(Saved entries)

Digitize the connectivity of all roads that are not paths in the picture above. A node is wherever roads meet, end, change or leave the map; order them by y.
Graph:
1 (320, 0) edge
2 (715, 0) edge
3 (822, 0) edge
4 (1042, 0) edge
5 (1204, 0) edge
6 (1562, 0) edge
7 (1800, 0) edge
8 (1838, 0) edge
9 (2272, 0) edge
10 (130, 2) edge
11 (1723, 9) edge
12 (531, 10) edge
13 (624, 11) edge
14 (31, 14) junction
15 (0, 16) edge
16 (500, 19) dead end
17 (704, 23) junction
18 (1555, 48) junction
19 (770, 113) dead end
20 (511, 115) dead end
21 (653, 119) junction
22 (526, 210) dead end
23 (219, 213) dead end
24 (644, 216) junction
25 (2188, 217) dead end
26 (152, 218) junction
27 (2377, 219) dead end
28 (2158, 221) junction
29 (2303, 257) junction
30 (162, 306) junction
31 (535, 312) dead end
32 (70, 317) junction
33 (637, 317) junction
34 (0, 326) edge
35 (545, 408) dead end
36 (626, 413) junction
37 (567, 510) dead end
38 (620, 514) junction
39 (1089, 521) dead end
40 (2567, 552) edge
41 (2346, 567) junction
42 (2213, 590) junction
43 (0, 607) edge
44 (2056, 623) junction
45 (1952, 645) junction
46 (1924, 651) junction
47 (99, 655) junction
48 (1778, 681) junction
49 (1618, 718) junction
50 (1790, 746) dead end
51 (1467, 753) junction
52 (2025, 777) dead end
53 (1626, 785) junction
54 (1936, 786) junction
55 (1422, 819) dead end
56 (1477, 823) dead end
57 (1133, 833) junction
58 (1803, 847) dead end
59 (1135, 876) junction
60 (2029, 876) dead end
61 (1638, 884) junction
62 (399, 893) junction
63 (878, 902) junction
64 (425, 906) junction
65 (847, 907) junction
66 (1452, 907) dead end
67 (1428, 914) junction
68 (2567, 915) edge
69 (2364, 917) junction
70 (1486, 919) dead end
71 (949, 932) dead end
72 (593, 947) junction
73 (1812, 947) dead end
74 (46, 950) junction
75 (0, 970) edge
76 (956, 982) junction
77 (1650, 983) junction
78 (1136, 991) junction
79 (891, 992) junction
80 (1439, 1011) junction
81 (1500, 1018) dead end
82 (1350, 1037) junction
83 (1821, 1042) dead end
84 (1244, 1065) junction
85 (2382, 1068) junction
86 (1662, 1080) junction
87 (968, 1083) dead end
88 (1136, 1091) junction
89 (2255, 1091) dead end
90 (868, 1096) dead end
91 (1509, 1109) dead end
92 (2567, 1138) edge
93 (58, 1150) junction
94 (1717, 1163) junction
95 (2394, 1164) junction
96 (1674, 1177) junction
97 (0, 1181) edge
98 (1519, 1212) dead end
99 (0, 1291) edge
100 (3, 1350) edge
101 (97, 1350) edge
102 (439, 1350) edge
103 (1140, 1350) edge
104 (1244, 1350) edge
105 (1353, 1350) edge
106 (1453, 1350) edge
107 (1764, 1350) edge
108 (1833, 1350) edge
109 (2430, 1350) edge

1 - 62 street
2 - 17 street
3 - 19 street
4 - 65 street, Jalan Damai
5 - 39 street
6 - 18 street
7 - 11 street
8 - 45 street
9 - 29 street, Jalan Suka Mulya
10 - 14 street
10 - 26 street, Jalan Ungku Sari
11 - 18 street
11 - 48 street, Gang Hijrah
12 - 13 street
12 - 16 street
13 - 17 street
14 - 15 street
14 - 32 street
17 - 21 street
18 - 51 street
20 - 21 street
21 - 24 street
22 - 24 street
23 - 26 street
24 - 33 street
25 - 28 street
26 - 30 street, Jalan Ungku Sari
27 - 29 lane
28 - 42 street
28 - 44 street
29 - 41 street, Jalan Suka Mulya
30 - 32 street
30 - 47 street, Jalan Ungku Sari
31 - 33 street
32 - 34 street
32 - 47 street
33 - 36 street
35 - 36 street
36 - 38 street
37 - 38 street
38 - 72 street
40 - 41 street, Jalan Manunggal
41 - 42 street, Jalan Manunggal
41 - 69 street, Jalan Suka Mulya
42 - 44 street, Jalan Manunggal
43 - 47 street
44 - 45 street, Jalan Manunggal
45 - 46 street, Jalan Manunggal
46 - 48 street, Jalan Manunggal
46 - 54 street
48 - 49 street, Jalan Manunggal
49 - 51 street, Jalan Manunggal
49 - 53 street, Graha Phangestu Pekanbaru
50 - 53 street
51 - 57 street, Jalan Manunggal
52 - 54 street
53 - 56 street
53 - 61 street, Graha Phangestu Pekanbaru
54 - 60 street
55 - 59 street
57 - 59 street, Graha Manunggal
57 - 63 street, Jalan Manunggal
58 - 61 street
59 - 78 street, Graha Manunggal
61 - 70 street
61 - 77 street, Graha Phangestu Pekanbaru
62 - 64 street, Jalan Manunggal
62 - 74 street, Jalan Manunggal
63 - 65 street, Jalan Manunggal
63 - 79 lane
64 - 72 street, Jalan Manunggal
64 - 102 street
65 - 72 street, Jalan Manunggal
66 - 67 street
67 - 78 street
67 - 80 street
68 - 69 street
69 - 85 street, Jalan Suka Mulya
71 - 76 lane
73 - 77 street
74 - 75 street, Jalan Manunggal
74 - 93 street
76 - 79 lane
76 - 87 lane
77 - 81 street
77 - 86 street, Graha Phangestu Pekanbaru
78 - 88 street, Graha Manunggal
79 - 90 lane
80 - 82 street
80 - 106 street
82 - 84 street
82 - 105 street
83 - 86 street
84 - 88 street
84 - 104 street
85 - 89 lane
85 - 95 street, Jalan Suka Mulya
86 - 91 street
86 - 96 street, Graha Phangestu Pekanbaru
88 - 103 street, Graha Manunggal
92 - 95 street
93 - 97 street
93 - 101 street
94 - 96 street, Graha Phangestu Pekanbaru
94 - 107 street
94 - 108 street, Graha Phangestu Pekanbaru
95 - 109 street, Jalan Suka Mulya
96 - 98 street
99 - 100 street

* WHAT THIS TASK INVOLVES:
Exactly one number is wanted in reply: the count of lines above that hold the string "Ungku".

* EXERCISE OUTPUT:
3